SOCIOLINGUISTICS OF TEXTING
Some of my earliest work on new media discourse, included a focus on the language of text-messaging (or SMS). This is work I began with an undergraduate student at Cardiff University (Alexandra Brown) but which lead to  other publications and to allied projects, such as:

  • Thurlow, C. & Poff, M. (2013). The language of text messaging. In S. C. Herring; D. Stein; & T. Virtanen (eds), Handbook of the Pragmatics of Computer Mediated Communication (pp. 151-181). Berlin and New York: Mouton de Gruyter.
  • Thurlow, C. (2012). Determined creativity: Language play in new media discourse. In R. Jones (ed.). Discourse and Creativity (pp. 169-190). London: Pearson.

LANGUAGE AND TOURISM
In 2001, I first began working with a team of colleagues at Cardiff University on a $2-million research program on Language and Global Communication. Within this broader program, my own work with Adam Jaworski focused specifically on a project around Tourism as a Global Cultural Industry. This project is culminated in a book-length monograph and other indicative publications:

  • Thurlow, C. & Jaworski, A. (2010). Tourism Discourse: Language and Global Mobility.
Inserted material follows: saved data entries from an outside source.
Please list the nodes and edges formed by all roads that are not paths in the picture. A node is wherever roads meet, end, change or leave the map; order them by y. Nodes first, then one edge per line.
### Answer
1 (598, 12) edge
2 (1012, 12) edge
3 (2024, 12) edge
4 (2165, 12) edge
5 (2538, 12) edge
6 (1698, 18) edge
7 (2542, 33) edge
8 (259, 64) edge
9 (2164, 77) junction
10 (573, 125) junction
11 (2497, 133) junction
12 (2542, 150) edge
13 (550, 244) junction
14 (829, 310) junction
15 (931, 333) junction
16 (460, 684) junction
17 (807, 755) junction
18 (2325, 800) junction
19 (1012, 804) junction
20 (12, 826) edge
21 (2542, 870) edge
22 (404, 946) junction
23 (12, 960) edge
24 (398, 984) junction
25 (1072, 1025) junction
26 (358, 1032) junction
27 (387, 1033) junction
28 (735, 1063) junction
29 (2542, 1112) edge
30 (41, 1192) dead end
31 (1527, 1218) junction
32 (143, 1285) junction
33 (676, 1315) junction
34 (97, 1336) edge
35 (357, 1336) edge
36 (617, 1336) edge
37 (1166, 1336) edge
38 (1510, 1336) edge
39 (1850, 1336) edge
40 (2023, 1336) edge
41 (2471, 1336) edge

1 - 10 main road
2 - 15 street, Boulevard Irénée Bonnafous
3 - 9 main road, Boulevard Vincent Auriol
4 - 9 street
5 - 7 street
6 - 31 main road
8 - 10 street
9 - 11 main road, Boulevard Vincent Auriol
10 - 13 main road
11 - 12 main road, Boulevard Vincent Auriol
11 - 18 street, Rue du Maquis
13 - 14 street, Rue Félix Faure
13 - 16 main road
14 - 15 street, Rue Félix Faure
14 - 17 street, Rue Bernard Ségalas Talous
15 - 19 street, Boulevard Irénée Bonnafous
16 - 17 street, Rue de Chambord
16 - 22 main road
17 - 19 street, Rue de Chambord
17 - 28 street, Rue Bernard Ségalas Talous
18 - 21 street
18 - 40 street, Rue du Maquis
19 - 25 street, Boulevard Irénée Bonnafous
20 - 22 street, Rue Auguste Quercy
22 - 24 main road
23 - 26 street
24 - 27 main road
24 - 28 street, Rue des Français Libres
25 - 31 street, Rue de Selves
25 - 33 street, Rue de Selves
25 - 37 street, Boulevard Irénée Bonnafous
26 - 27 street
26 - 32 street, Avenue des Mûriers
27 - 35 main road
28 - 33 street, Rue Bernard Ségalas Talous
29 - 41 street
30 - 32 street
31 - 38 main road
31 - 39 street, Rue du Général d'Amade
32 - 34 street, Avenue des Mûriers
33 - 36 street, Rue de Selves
London: Palgrave Macmillan.

VISUALIZING THE GLOBAL
In keeping with my work on tourism discourse, I have also been interested in examining how visual discourse is globalized, working together with Giorgia Aiello (University of Leeds) and Adam Jaworski. Indicative publications include:

  • Thurlow, C. & Aiello, G. (2007). National pride, global capital: A social semiotic analysis of transnational visual branding in the airline industry. Visual Communication, 6(3), 305-344.
  • Thurlow, C. & Jaworski, A. (2010). Silence is golden: Elitism, linguascaping and ‘anti-communication’ in luxury tourism. In A. Jaworski & C. Thurlow (eds), Semiotic Landscapes: Language, Image, Space (pp. 187-218). London: Continuum.

SEMIOTIC LANDSCAPES
Again, closely related to my work on tourism but also with my interest in visual discourse, this collaborative work with Adam Jaworski culminated in an edited collection (Semiotic Landscapes: Text, Image, Space) and indicative publications such as:

  • Jaworski, A. & Thurlow, C. (2011). Tracing place, locating self: Embodiment and (re)mediation in/of tourist spaces. Visual Communication, 10(3), 349-366.
  • Jaworski, A. & Thurlow, C. (2013). The (de-)centering spaces of airports: Framing mobility and multilingualism . In S. Pietikäinen & H. Kelly-Holmes (eds), Multilingualism and the Periphery. New York: Oxford University Press.